### TASK DESCRIPTION
Repeat the entries below exactly, missing none.
◆ ◆ ◆ ◆ ◆
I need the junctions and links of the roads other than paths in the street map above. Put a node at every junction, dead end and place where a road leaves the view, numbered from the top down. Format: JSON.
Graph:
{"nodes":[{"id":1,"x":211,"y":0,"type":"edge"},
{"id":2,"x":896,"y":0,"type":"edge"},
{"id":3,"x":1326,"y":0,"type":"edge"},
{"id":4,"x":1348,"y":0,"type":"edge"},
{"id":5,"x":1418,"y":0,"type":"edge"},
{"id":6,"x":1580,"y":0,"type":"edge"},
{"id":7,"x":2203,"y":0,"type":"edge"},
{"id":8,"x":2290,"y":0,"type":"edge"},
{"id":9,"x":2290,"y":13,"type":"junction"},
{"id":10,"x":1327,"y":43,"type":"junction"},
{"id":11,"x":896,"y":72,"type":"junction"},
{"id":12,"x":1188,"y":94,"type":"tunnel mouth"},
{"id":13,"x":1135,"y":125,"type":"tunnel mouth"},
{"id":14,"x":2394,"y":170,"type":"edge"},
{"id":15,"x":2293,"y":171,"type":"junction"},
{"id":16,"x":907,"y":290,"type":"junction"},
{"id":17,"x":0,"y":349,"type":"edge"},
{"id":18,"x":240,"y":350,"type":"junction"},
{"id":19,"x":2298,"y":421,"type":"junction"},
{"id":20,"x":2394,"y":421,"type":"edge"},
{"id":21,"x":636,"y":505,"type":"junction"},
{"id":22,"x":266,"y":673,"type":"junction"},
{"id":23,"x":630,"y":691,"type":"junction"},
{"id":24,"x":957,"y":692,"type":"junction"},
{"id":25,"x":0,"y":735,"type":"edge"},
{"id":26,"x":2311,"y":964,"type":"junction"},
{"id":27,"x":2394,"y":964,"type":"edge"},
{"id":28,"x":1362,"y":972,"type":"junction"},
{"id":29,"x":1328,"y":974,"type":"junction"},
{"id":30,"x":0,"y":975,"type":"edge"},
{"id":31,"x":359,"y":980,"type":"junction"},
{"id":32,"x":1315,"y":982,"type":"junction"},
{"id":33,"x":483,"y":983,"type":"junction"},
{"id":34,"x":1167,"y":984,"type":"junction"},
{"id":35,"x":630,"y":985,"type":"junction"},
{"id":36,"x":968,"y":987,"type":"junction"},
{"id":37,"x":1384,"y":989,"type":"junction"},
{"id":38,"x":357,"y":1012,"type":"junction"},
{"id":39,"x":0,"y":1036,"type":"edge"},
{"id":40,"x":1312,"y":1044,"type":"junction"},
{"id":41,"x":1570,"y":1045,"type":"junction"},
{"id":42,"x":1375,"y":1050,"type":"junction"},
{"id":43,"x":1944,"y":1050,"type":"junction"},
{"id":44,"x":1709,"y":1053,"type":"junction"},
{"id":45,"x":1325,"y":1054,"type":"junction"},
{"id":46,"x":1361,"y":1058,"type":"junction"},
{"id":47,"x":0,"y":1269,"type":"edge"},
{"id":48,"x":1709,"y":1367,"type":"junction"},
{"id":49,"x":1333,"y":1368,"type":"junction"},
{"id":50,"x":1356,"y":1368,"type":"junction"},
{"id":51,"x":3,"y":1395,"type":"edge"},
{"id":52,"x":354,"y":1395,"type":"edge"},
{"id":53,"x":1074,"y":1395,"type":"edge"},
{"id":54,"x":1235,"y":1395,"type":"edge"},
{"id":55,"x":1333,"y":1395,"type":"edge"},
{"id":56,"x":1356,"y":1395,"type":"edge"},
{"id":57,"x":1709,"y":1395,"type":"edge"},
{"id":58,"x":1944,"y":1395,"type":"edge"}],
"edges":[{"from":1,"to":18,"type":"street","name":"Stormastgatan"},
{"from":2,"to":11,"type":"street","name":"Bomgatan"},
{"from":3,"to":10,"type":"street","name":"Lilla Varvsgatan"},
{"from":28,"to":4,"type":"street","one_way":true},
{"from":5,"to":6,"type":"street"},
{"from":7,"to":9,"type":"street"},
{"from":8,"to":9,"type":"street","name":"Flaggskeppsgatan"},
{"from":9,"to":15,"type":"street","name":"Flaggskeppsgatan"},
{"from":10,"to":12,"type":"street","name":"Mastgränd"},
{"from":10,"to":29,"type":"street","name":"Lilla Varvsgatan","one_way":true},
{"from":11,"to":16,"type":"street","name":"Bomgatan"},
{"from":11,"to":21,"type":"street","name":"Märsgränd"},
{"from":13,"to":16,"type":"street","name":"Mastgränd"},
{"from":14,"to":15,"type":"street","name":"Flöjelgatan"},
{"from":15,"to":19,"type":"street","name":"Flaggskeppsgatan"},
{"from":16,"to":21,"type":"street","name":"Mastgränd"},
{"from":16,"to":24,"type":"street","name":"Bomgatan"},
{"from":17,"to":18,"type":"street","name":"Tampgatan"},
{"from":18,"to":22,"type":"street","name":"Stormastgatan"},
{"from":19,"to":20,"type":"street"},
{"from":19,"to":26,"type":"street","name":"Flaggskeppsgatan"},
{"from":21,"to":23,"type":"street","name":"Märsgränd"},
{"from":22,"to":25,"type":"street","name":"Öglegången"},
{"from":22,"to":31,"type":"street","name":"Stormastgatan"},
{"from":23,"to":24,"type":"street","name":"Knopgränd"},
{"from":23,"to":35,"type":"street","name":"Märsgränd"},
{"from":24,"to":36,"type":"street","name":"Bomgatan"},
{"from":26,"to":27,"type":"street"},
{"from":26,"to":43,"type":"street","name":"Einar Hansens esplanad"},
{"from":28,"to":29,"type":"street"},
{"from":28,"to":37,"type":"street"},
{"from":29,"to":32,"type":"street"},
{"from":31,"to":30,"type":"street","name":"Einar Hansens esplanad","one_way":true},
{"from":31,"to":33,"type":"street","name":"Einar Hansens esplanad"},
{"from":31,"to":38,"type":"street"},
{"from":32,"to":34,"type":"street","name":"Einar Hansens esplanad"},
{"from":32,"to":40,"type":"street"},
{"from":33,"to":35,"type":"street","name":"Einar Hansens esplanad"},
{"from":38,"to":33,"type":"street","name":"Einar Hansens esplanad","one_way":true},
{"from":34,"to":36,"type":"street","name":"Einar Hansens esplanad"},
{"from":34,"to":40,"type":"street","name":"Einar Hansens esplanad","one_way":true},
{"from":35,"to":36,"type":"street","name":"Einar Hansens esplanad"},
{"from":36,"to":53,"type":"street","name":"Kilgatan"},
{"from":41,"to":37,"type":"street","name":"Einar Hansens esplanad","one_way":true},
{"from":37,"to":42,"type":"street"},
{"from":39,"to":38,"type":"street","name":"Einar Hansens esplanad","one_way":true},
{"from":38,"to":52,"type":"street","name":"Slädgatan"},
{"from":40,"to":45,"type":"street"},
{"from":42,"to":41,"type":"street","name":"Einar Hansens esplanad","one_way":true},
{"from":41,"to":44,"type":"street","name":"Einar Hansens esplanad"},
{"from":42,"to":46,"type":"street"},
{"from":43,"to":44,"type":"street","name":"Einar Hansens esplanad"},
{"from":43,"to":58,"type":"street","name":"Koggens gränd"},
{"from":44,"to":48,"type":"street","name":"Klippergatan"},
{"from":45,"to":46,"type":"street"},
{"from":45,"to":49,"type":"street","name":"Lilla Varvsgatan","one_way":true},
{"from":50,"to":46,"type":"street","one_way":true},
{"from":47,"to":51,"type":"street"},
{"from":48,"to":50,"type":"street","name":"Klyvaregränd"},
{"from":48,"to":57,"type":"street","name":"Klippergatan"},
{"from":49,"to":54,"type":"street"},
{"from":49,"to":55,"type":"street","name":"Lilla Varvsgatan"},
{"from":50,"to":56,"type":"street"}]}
◆ ◆ ◆ ◆ ◆
### RESULT OF THIS EXERCISE
I need the junctions and links of the roads other than paths in the street map above. Put a node at every junction, dead end and place where a road leaves the view, numbered from the top down. Format: JSON.
Graph:
{"nodes":[{"id":1,"x":211,"y":0,"type":"edge"},
{"id":2,"x":896,"y":0,"type":"edge"},
{"id":3,"x":1326,"y":0,"type":"edge"},
{"id":4,"x":1348,"y":0,"type":"edge"},
{"id":5,"x":1418,"y":0,"type":"edge"},
{"id":6,"x":1580,"y":0,"type":"edge"},
{"id":7,"x":2203,"y":0,"type":"edge"},
{"id":8,"x":2290,"y":0,"type":"edge"},
{"id":9,"x":2290,"y":13,"type":"junction"},
{"id":10,"x":1327,"y":43,"type":"junction"},
{"id":11,"x":896,"y":72,"type":"junction"},
{"id":12,"x":1188,"y":94,"type":"tunnel mouth"},
{"id":13,"x":1135,"y":125,"type":"tunnel mouth"},
{"id":14,"x":2394,"y":170,"type":"edge"},
{"id":15,"x":2293,"y":171,"type":"junction"},
{"id":16,"x":907,"y":290,"type":"junction"},
{"id":17,"x":0,"y":349,"type":"edge"},
{"id":18,"x":240,"y":350,"type":"junction"},
{"id":19,"x":2298,"y":421,"type":"junction"},
{"id":20,"x":2394,"y":421,"type":"edge"},
{"id":21,"x":636,"y":505,"type":"junction"},
{"id":22,"x":266,"y":673,"type":"junction"},
{"id":23,"x":630,"y":691,"type":"junction"},
{"id":24,"x":957,"y":692,"type":"junction"},
{"id":25,"x":0,"y":735,"type":"edge"},
{"id":26,"x":2311,"y":964,"type":"junction"},
{"id":27,"x":2394,"y":964,"type":"edge"},
{"id":28,"x":1362,"y":972,"type":"junction"},
{"id":29,"x":1328,"y":974,"type":"junction"},
{"id":30,"x":0,"y":975,"type":"edge"},
{"id":31,"x":359,"y":980,"type":"junction"},
{"id":32,"x":1315,"y":982,"type":"junction"},
{"id":33,"x":483,"y":983,"type":"junction"},
{"id":34,"x":1167,"y":984,"type":"junction"},
{"id":35,"x":630,"y":985,"type":"junction"},
{"id":36,"x":968,"y":987,"type":"junction"},
{"id":37,"x":1384,"y":989,"type":"junction"},
{"id":38,"x":357,"y":1012,"type":"junction"},
{"id":39,"x":0,"y":1036,"type":"edge"},
{"id":40,"x":1312,"y":1044,"type":"junction"},
{"id":41,"x":1570,"y":1045,"type":"junction"},
{"id":42,"x":1375,"y":1050,"type":"junction"},
{"id":43,"x":1944,"y":1050,"type":"junction"},
{"id":44,"x":1709,"y":1053,"type":"junction"},
{"id":45,"x":1325,"y":1054,"type":"junction"},
{"id":46,"x":1361,"y":1058,"type":"junction"},
{"id":47,"x":0,"y":1269,"type":"edge"},
{"id":48,"x":1709,"y":1367,"type":"junction"},
{"id":49,"x":1333,"y":1368,"type":"junction"},
{"id":50,"x":1356,"y":1368,"type":"junction"},
{"id":51,"x":3,"y":1395,"type":"edge"},
{"id":52,"x":354,"y":1395,"type":"edge"},
{"id":53,"x":1074,"y":1395,"type":"edge"},
{"id":54,"x":1235,"y":1395,"type":"edge"},
{"id":55,"x":1333,"y":1395,"type":"edge"},
{"id":56,"x":1356,"y":1395,"type":"edge"},
{"id":57,"x":1709,"y":1395,"type":"edge"},
{"id":58,"x":1944,"y":1395,"type":"edge"}],
"edges":[{"from":1,"to":18,"type":"street","name":"Stormastgatan"},
{"from":2,"to":11,"type":"street","name":"Bomgatan"},
{"from":3,"to":10,"type":"street","name":"Lilla Varvsgatan"},
{"from":28,"to":4,"type":"street","one_way":true},
{"from":5,"to":6,"type":"street"},
{"from":7,"to":9,"type":"street"},
{"from":8,"to":9,"type":"street","name":"Flaggskeppsgatan"},
{"from":9,"to":15,"type":"street","name":"Flaggskeppsgatan"},
{"from":10,"to":12,"type":"street","name":"Mastgränd"},
{"from":10,"to":29,"type":"street","name":"Lilla Varvsgatan","one_way":true},
{"from":11,"to":16,"type":"street","name":"Bomgatan"},
{"from":11,"to":21,"type":"street","name":"Märsgränd"},
{"from":13,"to":16,"type":"street","name":"Mastgränd"},
{"from":14,"to":15,"type":"street","name":"Flöjelgatan"},
{"from":15,"to":19,"type":"street","name":"Flaggskeppsgatan"},
{"from":16,"to":21,"type":"street","name":"Mastgränd"},
{"from":16,"to":24,"type":"street","name":"Bomgatan"},
{"from":17,"to":18,"type":"street","name":"Tampgatan"},
{"from":18,"to":22,"type":"street","name":"Stormastgatan"},
{"from":19,"to":20,"type":"street"},
{"from":19,"to":26,"type":"street","name":"Flaggskeppsgatan"},
{"from":21,"to":23,"type":"street","name":"Märsgränd"},
{"from":22,"to":25,"type":"street","name":"Öglegången"},
{"from":22,"to":31,"type":"street","name":"Stormastgatan"},
{"from":23,"to":24,"type":"street","name":"Knopgränd"},
{"from":23,"to":35,"type":"street","name":"Märsgränd"},
{"from":24,"to":36,"type":"street","name":"Bomgatan"},
{"from":26,"to":27,"type":"street"},
{"from":26,"to":43,"type":"street","name":"Einar Hansens esplanad"},
{"from":28,"to":29,"type":"street"},
{"from":28,"to":37,"type":"street"},
{"from":29,"to":32,"type":"street"},
{"from":31,"to":30,"type":"street","name":"Einar Hansens esplanad","one_way":true},
{"from":31,"to":33,"type":"street","name":"Einar Hansens esplanad"},
{"from":31,"to":38,"type":"street"},
{"from":32,"to":34,"type":"street","name":"Einar Hansens esplanad"},
{"from":32,"to":40,"type":"street"},
{"from":33,"to":35,"type":"street","name":"Einar Hansens esplanad"},
{"from":38,"to":33,"type":"street","name":"Einar Hansens esplanad","one_way":true},
{"from":34,"to":36,"type":"street","name":"Einar Hansens esplanad"},
{"from":34,"to":40,"type":"street","name":"Einar Hansens esplanad","one_way":true},
{"from":35,"to":36,"type":"street","name":"Einar Hansens esplanad"},
{"from":36,"to":53,"type":"street","name":"Kilgatan"},
{"from":41,"to":37,"type":"street","name":"Einar Hansens esplanad","one_way":true},
{"from":37,"to":42,"type":"street"},
{"from":39,"to":38,"type":"street","name":"Einar Hansens esplanad","one_way":true},
{"from":38,"to":52,"type":"street","name":"Slädgatan"},
{"from":40,"to":45,"type":"street"},
{"from":42,"to":41,"type":"street","name":"Einar Hansens esplanad","one_way":true},
{"from":41,"to":44,"type":"street","name":"Einar Hansens esplanad"},
{"from":42,"to":46,"type":"street"},
{"from":43,"to":44,"type":"street","name":"Einar Hansens esplanad"},
{"from":43,"to":58,"type":"street","name":"Koggens gränd"},
{"from":44,"to":48,"type":"street","name":"Klippergatan"},
{"from":45,"to":46,"type":"street"},
{"from":45,"to":49,"type":"street","name":"Lilla Varvsgatan","one_way":true},
{"from":50,"to":46,"type":"street","one_way":true},
{"from":47,"to":51,"type":"street"},
{"from":48,"to":50,"type":"street","name":"Klyvaregränd"},
{"from":48,"to":57,"type":"street","name":"Klippergatan"},
{"from":49,"to":54,"type":"street"},
{"from":49,"to":55,"type":"street","name":"Lilla Varvsgatan"},
{"from":50,"to":56,"type":"street"}]}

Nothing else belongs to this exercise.